20,000 suggest() calls across 10 query prefixes against the full 48,032-word vocabulary (wordfreq-derived, MIT licensed). Benchmark output from the latest CI run is available as a downloadable artifact in GitHub Actions - click the most recent passing run and download benchmark-results. Run make benchmark to reproduce locally.

Preset avg p50 p99 Notes
stateless ~82µs ~73µs ~124µs Frequency only
default ~84µs ~74µs ~124µs + history
recency ~90µs ~78µs ~138µs + decay ranker
production ~600µs ~550µs ~1.4ms + trigram (≥4 char prefix)
robust (1k words) ~3ms ~3ms ~11ms BK-tree, small vocab only
robust (48k words) ~60ms - - ⚠ degrades to O(n)

Run make benchmark to reproduce.

Why FrequencyPredictor is fast at scale. The prefix index is pre-sorted by frequency at construction time. With 2,332 words starting with "t" in a 48k vocabulary, an unsorted index would require sorting all 2,332 candidates on every keystroke. Pre-sorting at build time reduces predict() to a top-N slice - O(max_results), not O(matching_words). Construction is slower, but construction happens once.

Why TrigramPredictor beats BK-tree at scale. The BK-tree exploits the triangle inequality to prune subtrees without visiting them. In theory this gives O(log n) average search time. In practice, at max_distance=2 with short prefixes, the search ball covers most of the vocabulary's metric space and pruning becomes ineffective - degrading toward O(n).

The trigram index takes a different approach: precompute which words share character trigrams with the query, filter to a shortlist of ~20–100 candidates, then run exact Levenshtein only on that shortlist. Shortlist size scales with trigram overlap, not vocabulary size - so latency is effectively independent of vocabulary size above the threshold where trigrams provide discrimination (prefix length ≥ 4).


What I'd change

The default preset ignores time. Raw selection counts don't decay. Something selected 50 times six months ago outweighs something selected twice yesterday. The recency and production presets fix this with exponential decay, but the better design would be building time-awareness into the core history model. Timestamps are persisted correctly - the naivety is in the default ranker, which discards them.

Presets are a leaky abstraction. They configure internal wiring - which predictors, which rankers, which weights - but the line between "what's a preset" and "what's a configuration parameter" was never cleanly resolved. Starting over, I'd remove presets entirely and let callers pass predictor and ranker stacks directly. The Python API already supports this; presets are just convenience wrappers.

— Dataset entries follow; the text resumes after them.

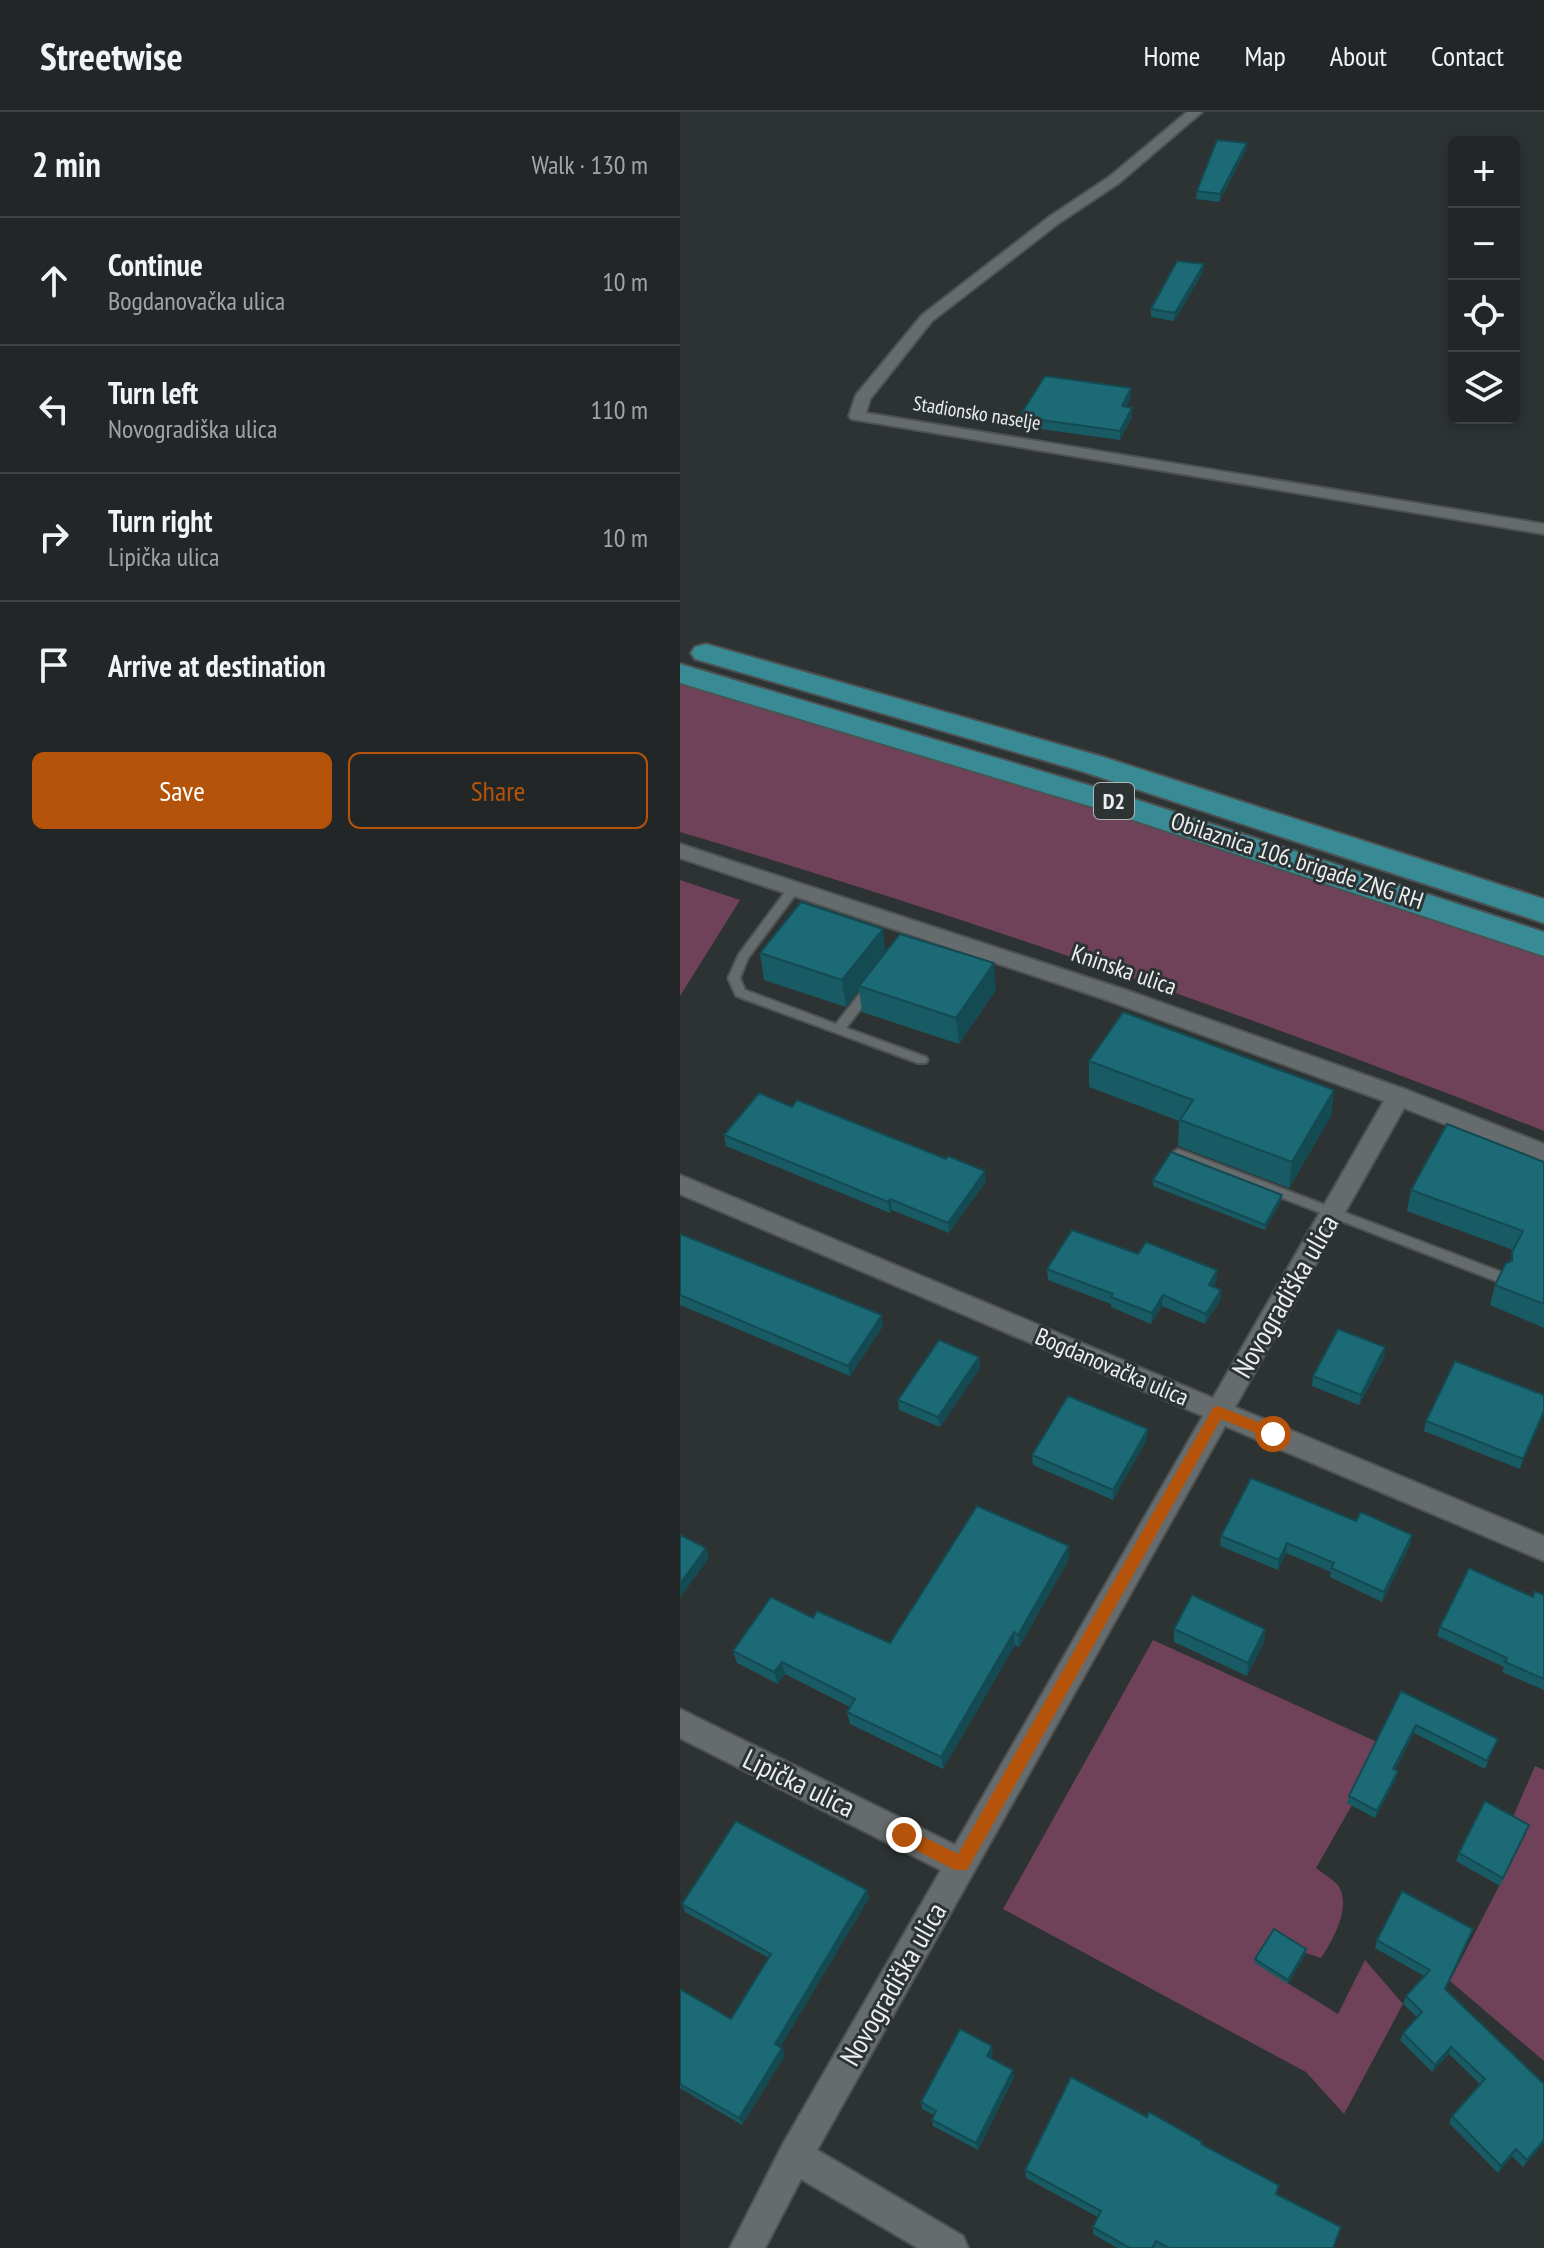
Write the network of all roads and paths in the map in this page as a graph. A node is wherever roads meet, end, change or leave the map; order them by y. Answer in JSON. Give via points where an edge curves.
{"nodes":[{"id":1,"x":1195,"y":112,"type":"edge"},
{"id":2,"x":1544,"y":529,"type":"edge"},
{"id":3,"x":680,"y":647,"type":"edge"},
{"id":4,"x":680,"y":673,"type":"edge"},
{"id":5,"x":680,"y":851,"type":"edge"},
{"id":6,"x":795,"y":887,"type":"junction"},
{"id":7,"x":1544,"y":911,"type":"edge"},
{"id":8,"x":1544,"y":944,"type":"edge"},
{"id":9,"x":875,"y":981,"type":"edge"},
{"id":10,"x":839,"y":1028,"type":"junction"},
{"id":11,"x":922,"y":1060,"type":"dead end"},
{"id":12,"x":1399,"y":1096,"type":"junction"},
{"id":13,"x":1178,"y":1153,"type":"edge"},
{"id":14,"x":1544,"y":1154,"type":"edge"},
{"id":15,"x":680,"y":1184,"type":"edge"},
{"id":16,"x":1334,"y":1211,"type":"junction"},
{"id":17,"x":1500,"y":1277,"type":"edge"},
{"id":18,"x":1218,"y":1412,"type":"junction"},
{"id":19,"x":1544,"y":1549,"type":"edge"},
{"id":20,"x":680,"y":1723,"type":"edge"},
{"id":21,"x":961,"y":1864,"type":"junction"},
{"id":22,"x":795,"y":2156,"type":"junction"},
{"id":23,"x":747,"y":2248,"type":"edge"},
{"id":24,"x":951,"y":2248,"type":"edge"}],
"edges":[{"from":1,"to":2,"type":"street","name":"Stadionsko naselje","via":[[1114,180],[927,318],[862,398],[857,416]]},
{"from":3,"to":7,"type":"highway","name":"Obilaznica 106. brigade ZNG RH","number":"D2","via":[[1092,764]]},
{"from":4,"to":8,"type":"highway","name":"Obilaznica 106. brigade ZNG RH","number":"D2","via":[[1135,808]]},
{"from":5,"to":6,"type":"street","name":"Kninska ulica"},
{"from":6,"to":10,"type":"lane","via":[[743,957],[734,978],[740,993]]},
{"from":6,"to":12,"type":"street","name":"Kninska ulica"},
{"from":9,"to":10,"type":"lane"},
{"from":10,"to":11,"type":"lane"},
{"from":12,"to":14,"type":"street","name":"Kninska ulica"},
{"from":12,"to":16,"type":"street","name":"Novogradiška ulica"},
{"from":13,"to":16,"type":"lane"},
{"from":15,"to":18,"type":"street","name":"Bogdanovačka ulica"},
{"from":16,"to":17,"type":"lane"},
{"from":16,"to":18,"type":"street","name":"Novogradiška ulica"},
{"from":18,"to":19,"type":"street","name":"Bogdanovačka ulica"},
{"from":18,"to":21,"type":"street","name":"Novogradiška ulica"},
{"from":20,"to":21,"type":"street","name":"Lipička ulica"},
{"from":21,"to":22,"type":"street","name":"Novogradiška ulica"},
{"from":22,"to":23,"type":"street","name":"Novogradiška ulica"},
{"from":22,"to":24,"type":"street"}]}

FrequencyPredictor memory usage should be a documented constraint, not an implementation detail. Pre-sorting the prefix index holds around 344k string references for a 48k-word vocabulary. For a server process this is fine; for an embedded context it should be explicit.

TrigramPredictor has a minimum prefix length constraint. Below 4 characters, trigrams provide poor discrimination and the shortlist degenerates. The right fix is a hybrid: trigram matching above 4 characters, BK-tree on a curated short-word list below it. The architecture supports composing both predictors in the same engine; the preset wiring just hasn't been done.


Tests and CI

The test suite covers correctness properties rather than just happy paths:

  • BK-tree: every query result matches brute-force linear scan exactly, across multiple queries and thresholds
  • Trigram predictor: no false positives - every returned result must be within max_distance per exact Levenshtein; score formula verified per result
  • History prefix index: indexed results must be identical to brute-force full scan under mixed-prefix workloads
  • Explain invariant: final_score == base_score + history_boost for every suggestion in every preset
  • Ranker invariant: RuntimeError raised if a ranker adds or removes suggestions (not assert - disabled under -O)
  • Decay double-counting regression: explain() passes pre-ranking scores to each ranker so boosts are not counted twice
  • Persistence round-trip: timestamps survive serialisation and deserialisation with sub-second accuracy
  • Schema migration: v1 count-only history files load under v2 with epoch timestamps, treated as maximally stale by decay rankers
  • Predictor contract: all six predictor implementations verified against a shared invariant suite
  • Property-based tests (Hypothesis): four core invariants verified across thousands of generated inputs - including two floating-point precision bugs found by Hypothesis that example-based tests missed:
    • RankingExplanation arithmetic (final_score == base_score + history_boost) holds for all finite non-negative score combinations, including after merge() and apply_history_boost()
    • LearningRanker and DecayRanker never add or remove candidates, across arbitrary suggestion lists and history states
    • History prefix index always agrees with brute-force full scan, regardless of insertion order or prefix distribution

261 tests. CI runs on Python 3.10, 3.11, 3.12, and 3.13 via GitHub Actions.


Why I built this

I wanted to understand what a real ranking system looks like from the inside - not the ML layer on top, but the infrastructure underneath it: how candidates get generated, scored, merged, reordered, and explained.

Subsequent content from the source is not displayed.